The Pandemic Century

by The Pandemic Century- One Hundred Years of Panic, Hysteria

  It is an all too common story. In the wake of the epidemic, the Brazilian government approved cash-transfer programs for poorer families and promised to invest $35 million a year in specialized rehabilitation centers. At the same time, the Pernambuco state authorities pledged $5 million for the construction of regional centers for infants with CZS. But at the close of 2016, the National Congress approved a constitutional amendment freezing public spending for twenty years, and at the time of writing most of the centers have yet to be built. Instead, as austerity measures bite, women like dos Santos struggle to find the money for essential medicines and care. Nor is there any indication that the authorities are prepared to make the investments necessary to rectify the systemic water and sanitation problems. Instead, the government has been shifting the responsibility for mosquito control back onto households through awareness campaigns targeting housewives.

  This is not the only way that the underlying social and environmental conditions that gave rise to the outbreak continue to be neglected. As Human Rights Watch discovered when it visited Brazil to interview women in Pernambuco and Paraíba on the first anniversary of the epidemic, roughly a quarter of the women and girls who gave birth to babies with microcephaly were below the age of twenty. Yet this is precisely the group least likely to have access to contraception and sexual and reproductive health information. Nor was Human Rights Watch impressed by the state of the favelas they visited, reporting that it was common to find channels running with raw sewage and mosquitoes breeding in refuse-clogged canals and marshes behind people’s homes.
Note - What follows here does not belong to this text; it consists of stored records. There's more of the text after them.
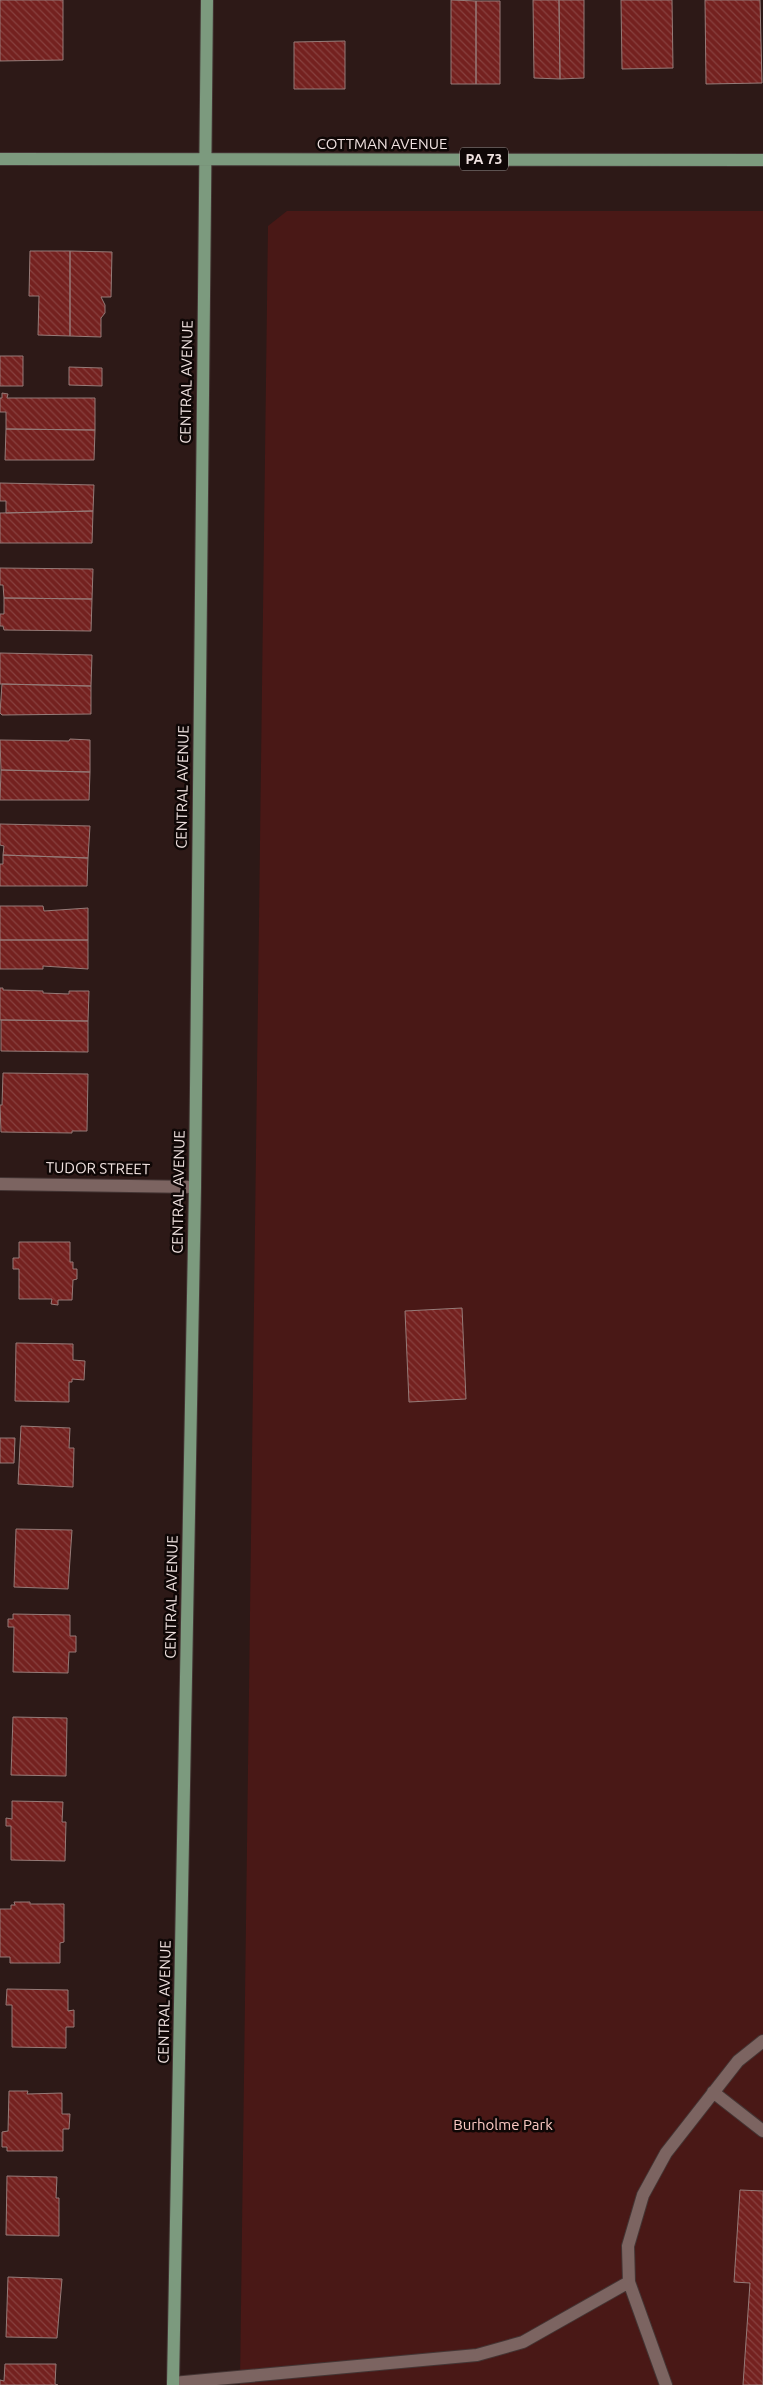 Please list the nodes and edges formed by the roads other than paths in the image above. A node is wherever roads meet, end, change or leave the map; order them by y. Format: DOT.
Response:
graph roads {
  1 [pos="207,0"];
  2 [pos="205,158"];
  3 [pos="0,159"];
  4 [pos="763,160"];
  5 [pos="0,1184"];
  6 [pos="195,1187"];
  7 [pos="763,2041"];
  8 [pos="713,2092"];
  9 [pos="763,2131"];
  10 [pos="629,2282"];
  11 [pos="173,2384"];
  12 [pos="666,2385"];
  1 -- 2 [label="main road, CENTRAL AVENUE"];
  2 -- 3 [label="main road, COTTMAN AVENUE / PA 73"];
  2 -- 4 [label="main road, COTTMAN AVENUE / PA 73"];
  2 -- 6 [label="main road, CENTRAL AVENUE"];
  5 -- 6 [label="street, TUDOR STREET"];
  6 -- 11 [label="main road, CENTRAL AVENUE"];
  7 -- 8 [label="street"];
  8 -- 9 [label="street"];
  8 -- 10 [label="street"];
  10 -- 11 [label="street"];
  10 -- 12 [label="street"];
}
  “Brazilians may see the health ministry’s declaration of the end of the Zika emergency as a victory,” commented Amanda Klasing, senior women’s rights researcher at Human Rights Watch. “But . . . Brazilians’ basic rights are at risk if the government doesn’t reduce mosquito infestation over the long term, secure access to reproductive rights, and support families raising children affected by Zika.”

  That is a verdict with which Liana Ventura concurs. Of the 325 children being treated by her foundation, just two were private referrals—everyone else came through the public health system. Yet two years on from the epidemic, nearly half are still awaiting the results of Zika serology tests. “There is still so much that we don’t know about the pathology of Zika and microcephaly, but at the moment, frankly, it’s a struggle,” she told me. “Let’s hope it doesn’t take another epidemic to make the world sit up and take notice.”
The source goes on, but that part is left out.